GC-GRUPPE bringt Zukunftstechnologie voran

Brennstoffzellen gelten als umweltfreundliche Technologie der Zukunft. Mit ihren geringen Emissionen und ihrer hohen Effizienz stellen sie ein enormes Potenzial für eine dezentrale Energieversorgung dar. Um die Zukunftstechnologie voranzubringen, hat die Gütersloher Karl Brand KG als Mitglied der GC-GRUPPE zusammen mit 19 Fachhandwerksunternehmen aus der Region Ostwestfalen das Brennstoffzellen Cluster OWL ins Leben gerufen.

Noch steht die Brennstoffzellen-Technologie am Anfang. Die momentan 19 Netzwerk-Partner sind aber davon überzeugt, dass sie sich in den kommenden Jahren auf breitem Feld durchsetzen wird. Bestätigt sehen sie sich jetzt durch die Inbetriebnahme der ersten kommerziell genutzte Brennstoffzelle in der Region.
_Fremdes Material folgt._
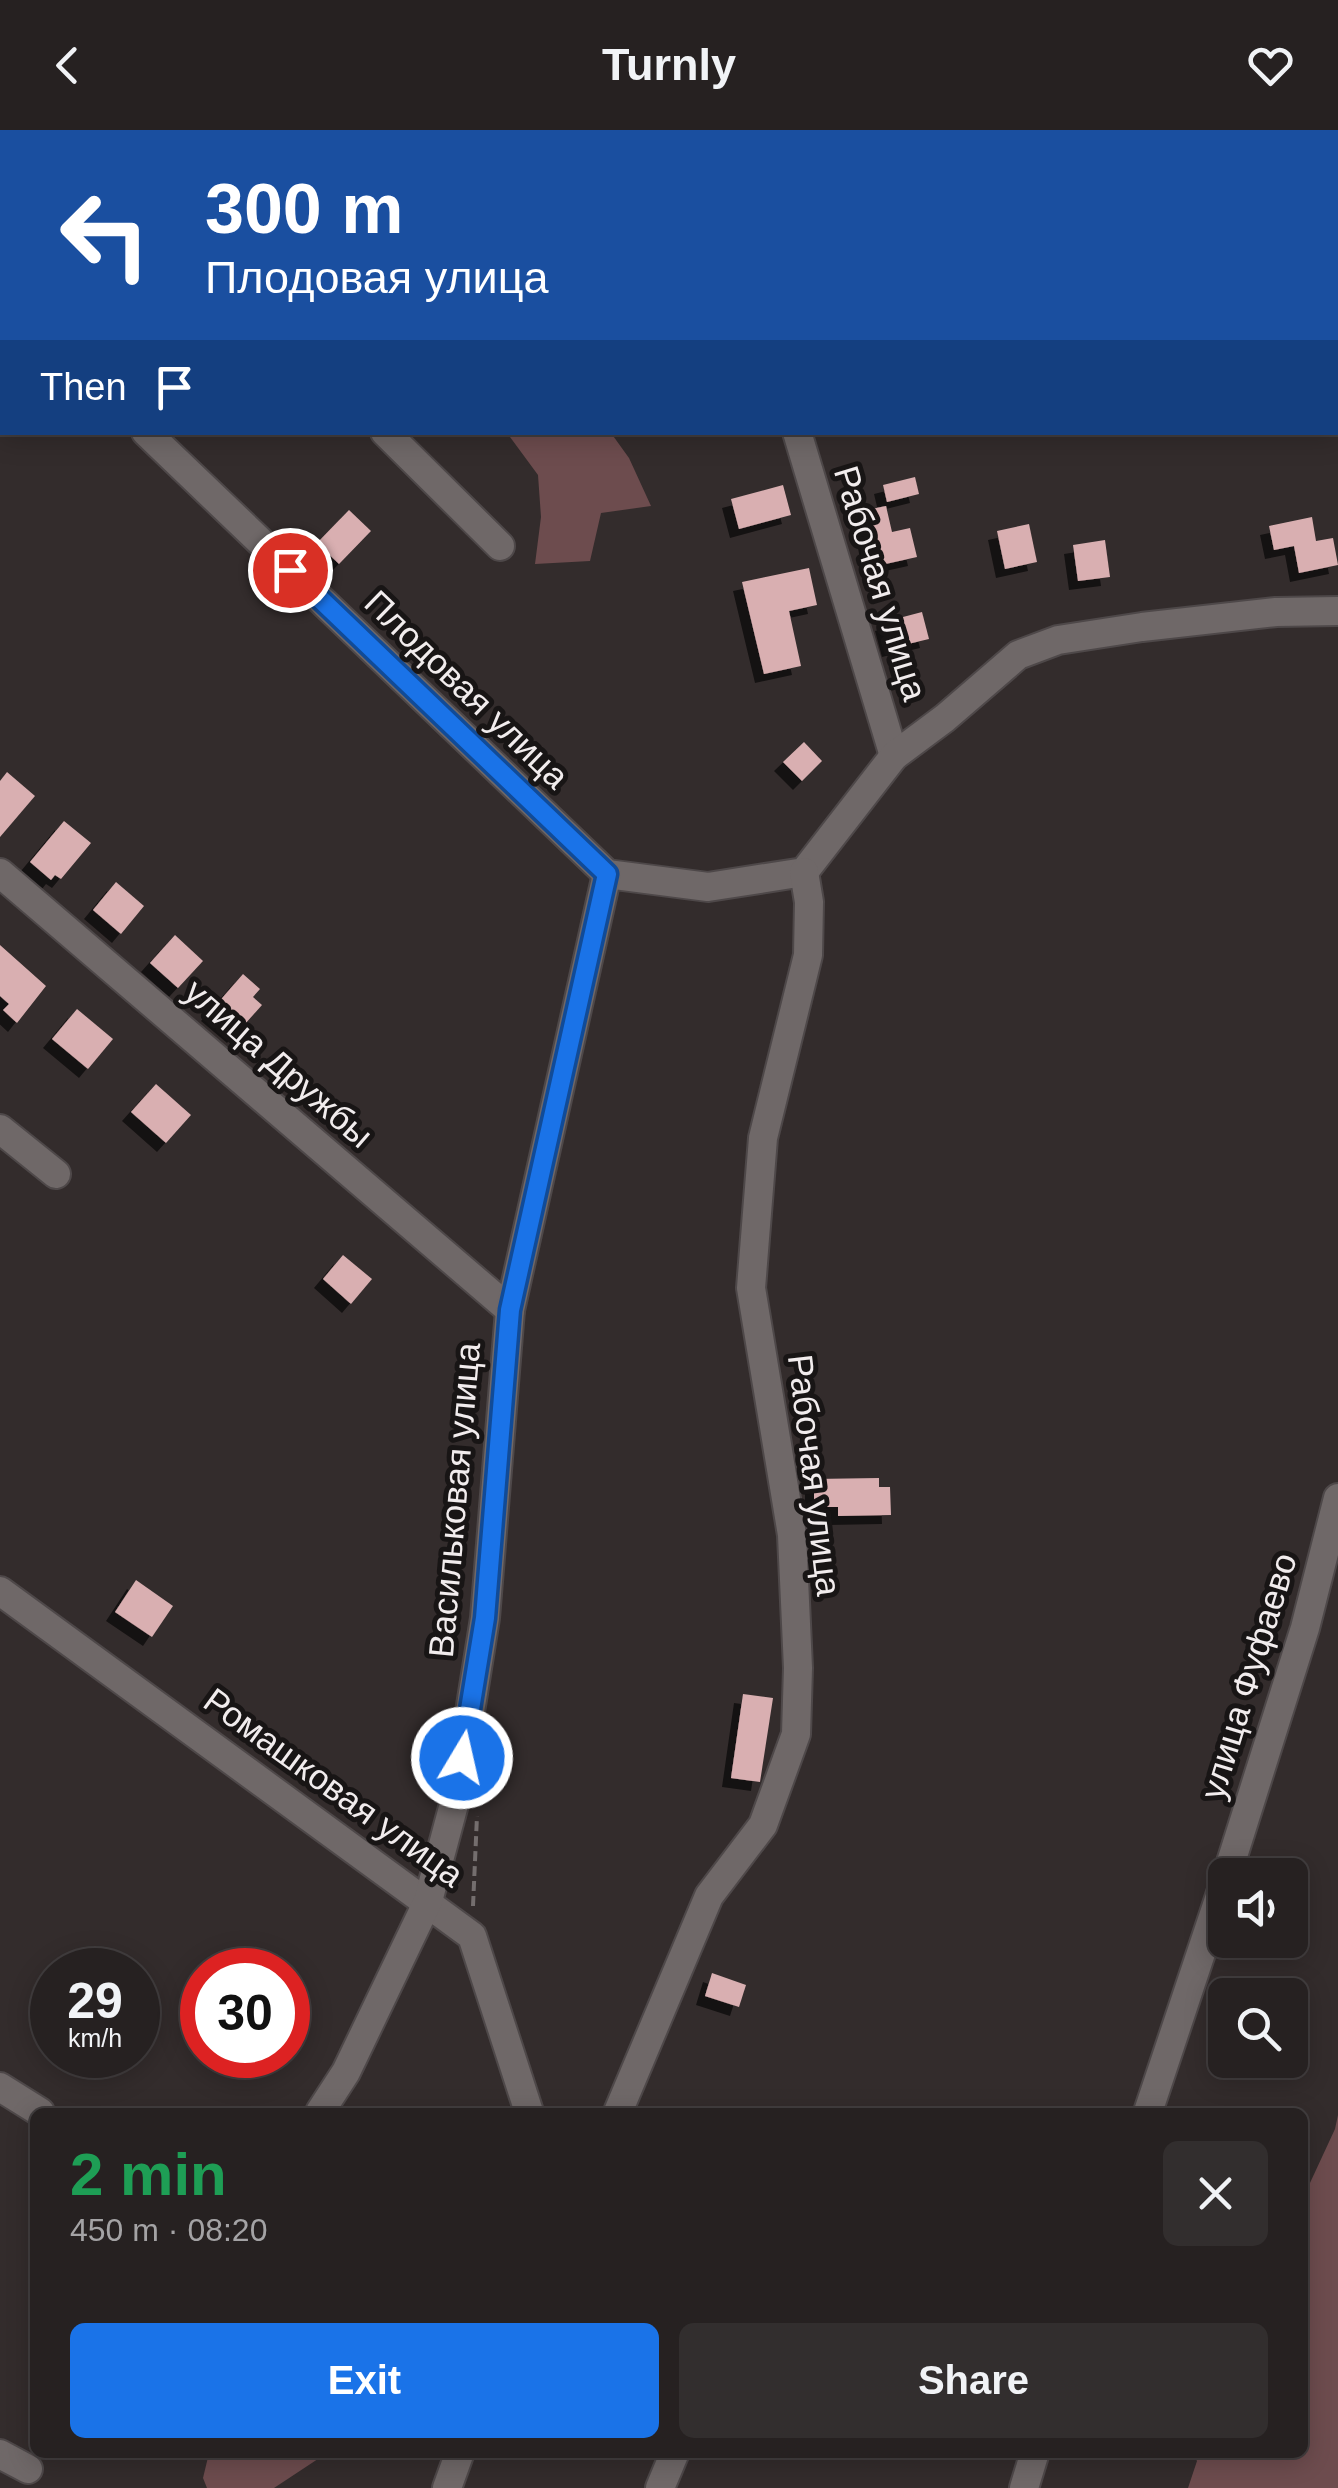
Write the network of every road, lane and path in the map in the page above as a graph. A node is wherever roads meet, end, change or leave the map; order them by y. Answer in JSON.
{"nodes":[{"id":1,"x":149,"y":435,"type":"edge"},
{"id":2,"x":388,"y":435,"type":"edge"},
{"id":3,"x":798,"y":435,"type":"edge"},
{"id":4,"x":500,"y":546,"type":"dead end"},
{"id":5,"x":1338,"y":611,"type":"edge"},
{"id":6,"x":894,"y":756,"type":"junction"},
{"id":7,"x":804,"y":872,"type":"junction"},
{"id":8,"x":0,"y":873,"type":"edge"},
{"id":9,"x":607,"y":874,"type":"junction"},
{"id":10,"x":0,"y":1128,"type":"edge"},
{"id":11,"x":56,"y":1174,"type":"dead end"},
{"id":12,"x":510,"y":1310,"type":"junction"},
{"id":13,"x":1338,"y":1498,"type":"edge"},
{"id":14,"x":0,"y":1591,"type":"edge"},
{"id":15,"x":1232,"y":1858,"type":"edge"},
{"id":16,"x":428,"y":1900,"type":"junction"},
{"id":17,"x":1208,"y":1932,"type":"edge"},
{"id":18,"x":0,"y":2087,"type":"edge"},
{"id":19,"x":34,"y":2108,"type":"edge"},
{"id":20,"x":323,"y":2108,"type":"edge"},
{"id":21,"x":528,"y":2108,"type":"edge"},
{"id":22,"x":620,"y":2108,"type":"edge"},
{"id":23,"x":1149,"y":2108,"type":"edge"},
{"id":24,"x":0,"y":2454,"type":"edge"},
{"id":25,"x":458,"y":2458,"type":"edge"},
{"id":26,"x":672,"y":2458,"type":"edge"},
{"id":27,"x":1033,"y":2458,"type":"edge"},
{"id":28,"x":28,"y":2469,"type":"dead end"},
{"id":29,"x":447,"y":2488,"type":"edge"},
{"id":30,"x":660,"y":2488,"type":"edge"},
{"id":31,"x":1024,"y":2488,"type":"edge"}],
"edges":[{"from":1,"to":9,"type":"street","name":"Плодовая улица"},
{"from":2,"to":4,"type":"street"},
{"from":3,"to":6,"type":"street","name":"Рабочая улица"},
{"from":5,"to":6,"type":"street"},
{"from":6,"to":7,"type":"street"},
{"from":7,"to":9,"type":"street"},
{"from":7,"to":22,"type":"street","name":"Рабочая улица"},
{"from":8,"to":12,"type":"street","name":"улица Дружбы"},
{"from":9,"to":12,"type":"street","name":"Васильковая улица"},
{"from":10,"to":11,"type":"street"},
{"from":12,"to":16,"type":"street","name":"Васильковая улица"},
{"from":13,"to":15,"type":"street","name":"улица Фуфаево"},
{"from":14,"to":16,"type":"street","name":"Ромашковая улица"},
{"from":16,"to":20,"type":"street","name":"Васильковая улица"},
{"from":16,"to":21,"type":"street","name":"Ромашковая улица"},
{"from":17,"to":23,"type":"street","name":"улица Фуфаево"},
{"from":18,"to":19,"type":"street"},
{"from":24,"to":28,"type":"street"},
{"from":25,"to":29,"type":"street"},
{"from":26,"to":30,"type":"street"},
{"from":27,"to":31,"type":"street"}]}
Seit September produziert die Brennstoffzelle BlueGEN des deutsch-australischen Herstellers Ceramic Fuel Cells (CFC) im Heizungsraum der Kunstschlosserei Brock im ostwestfälischen Schloss Holte zuverlässig elektrischen Strom und Wärme. Kombiniert wurde sie mit einem Gas-Brennwert-Gerät, einem vorhandenen Küchenofen und einem Pufferspeicher. Dank des hohen elektrischen Wirkungsgrads von 60 Prozent (inklusive Wärme beträgt der Wirkungsgrad 85 Prozent) rechnet Firmeninhaber Ulrich Brock mit einer Halbierung seiner jährlichen Stromkosten.

Rund 13.000 Kilowattstunden elektrischen Strom erzeugt die Brennstoffzelle im Jahr. Was Brock nicht selbst benötigt, speist er gegen eine Vergütung ins öffentliche Stromnetz ein. Die nebenbei anfallende Wärme kann er unter anderem zur Heizungs-Unterstützung und zur Warmwasserbereitung nutzen. Für diesen Zweck müssen vorhandene Heizungsanlagen nicht unbedingt erneuert werden. „Die Brennstoffzelle kann meist ganz einfach in bestehende Systeme integriert werden. Die Kombination mit einem Gas-Brennwert-Kessel, einer Wärmepumpe, einem Holzkessel oder anderen Geräten ist natürlich auch möglich“, sagt Uwe Wendler von der Karl Brand KG.

„BlueGEN bietet die Möglichkeit, ganzjährig, zuverlässig, emissionsarm und sehr effizient Energie zu erzeugen“, fasst Wendler die Vorteile der Zukunftstechnologie zusammen. Die momentan lieferbaren Geräte sind für kleinere Gewerbebetriebe und größere Wohnhäuser ausgelegt. “Hier können sie sowohl die Stromkosten als auch die CO2-Emissionen halbieren“, sagt Andreas Ballhausen von Ceramic Fuel Cells.

Auch unter wirtschaftlichen Gesichtspunkten ist die Brennstoffzelle  eine interessante Alternative, unter anderem Dank staatlicher Förderprogramme. Momentan stellt das Bundesland Nordrhein-Westfalen eine Förderung in Höhe von 13.000 Euro (ab 2015: 12.500 Euro) zur Verfügung. Sachsen fördert die Investition mit 22.500 Euro, Hessen mit 17.000 Euro und Baden-Württemberg mit 9.000 Euro.